• **Task**
Please, without the pictures, restate every entry exactly.

• **Given records**
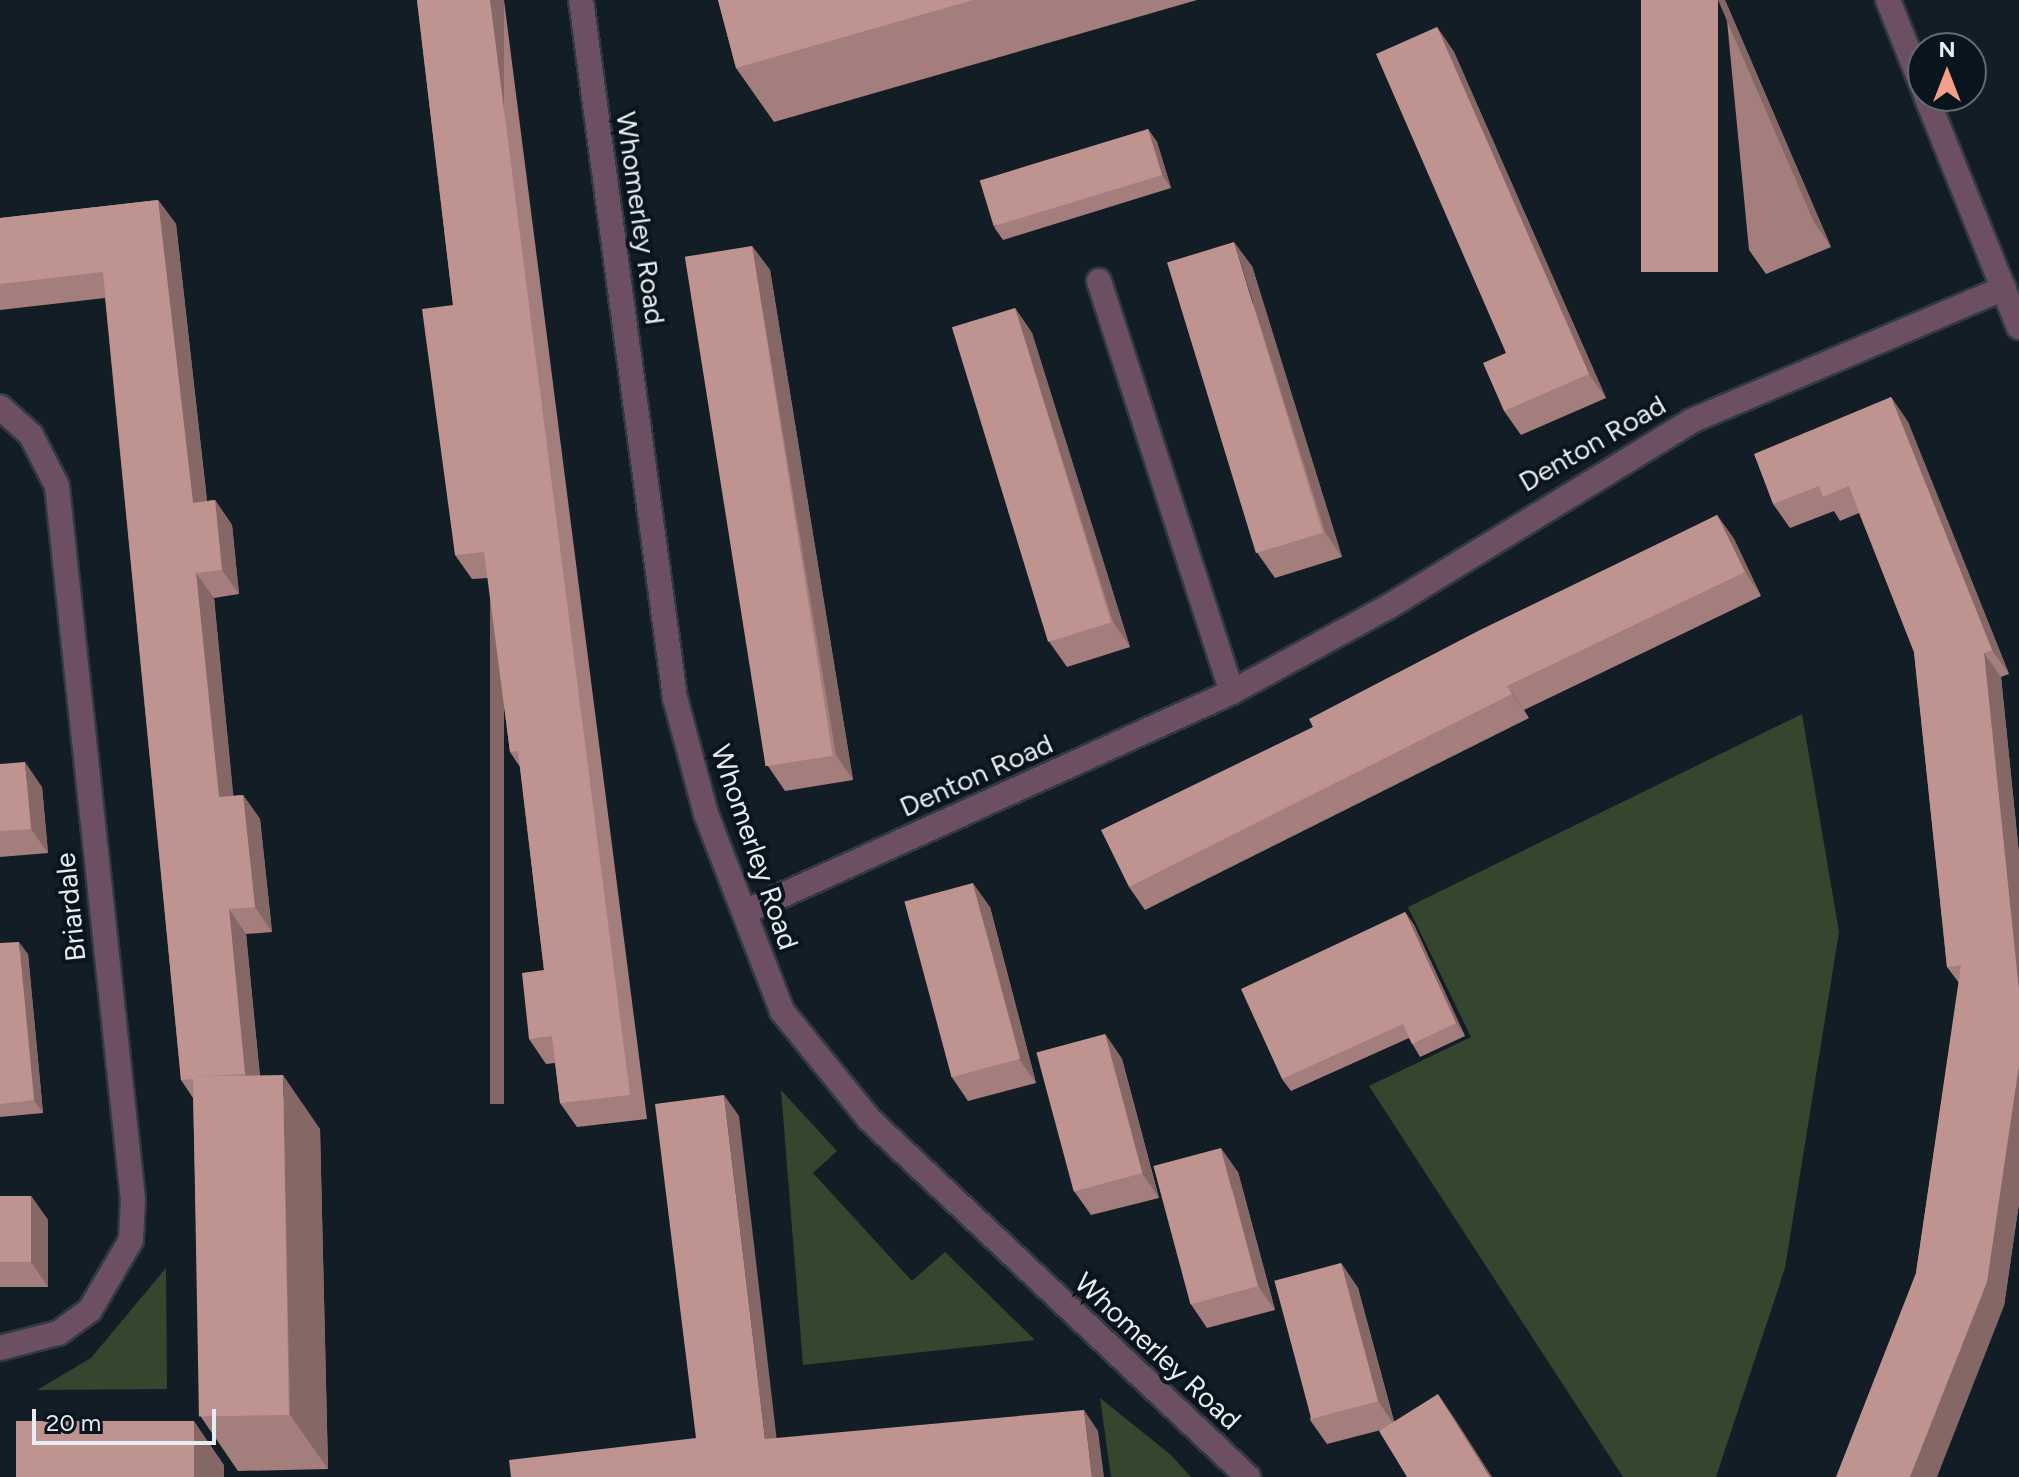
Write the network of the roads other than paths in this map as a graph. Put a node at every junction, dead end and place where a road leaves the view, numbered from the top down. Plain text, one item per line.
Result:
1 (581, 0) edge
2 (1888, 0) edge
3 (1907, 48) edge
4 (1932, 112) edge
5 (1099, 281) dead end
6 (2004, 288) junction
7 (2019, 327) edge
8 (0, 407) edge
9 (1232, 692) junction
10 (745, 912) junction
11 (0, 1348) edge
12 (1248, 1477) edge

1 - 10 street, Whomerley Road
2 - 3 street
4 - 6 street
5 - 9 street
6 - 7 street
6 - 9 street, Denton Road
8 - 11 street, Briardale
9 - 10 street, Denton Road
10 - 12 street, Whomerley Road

• **Answer section**
Write the network of the roads other than paths in this map as a graph. Put a node at every junction, dead end and place where a road leaves the view, numbered from the top down. Plain text, one item per line.
Result:
1 (581, 0) edge
2 (1888, 0) edge
3 (1907, 48) edge
4 (1932, 112) edge
5 (1099, 281) dead end
6 (2004, 288) junction
7 (2019, 327) edge
8 (0, 407) edge
9 (1232, 692) junction
10 (745, 912) junction
11 (0, 1348) edge
12 (1248, 1477) edge

1 - 10 street, Whomerley Road
2 - 3 street
4 - 6 street
5 - 9 street
6 - 7 street
6 - 9 street, Denton Road
8 - 11 street, Briardale
9 - 10 street, Denton Road
10 - 12 street, Whomerley Road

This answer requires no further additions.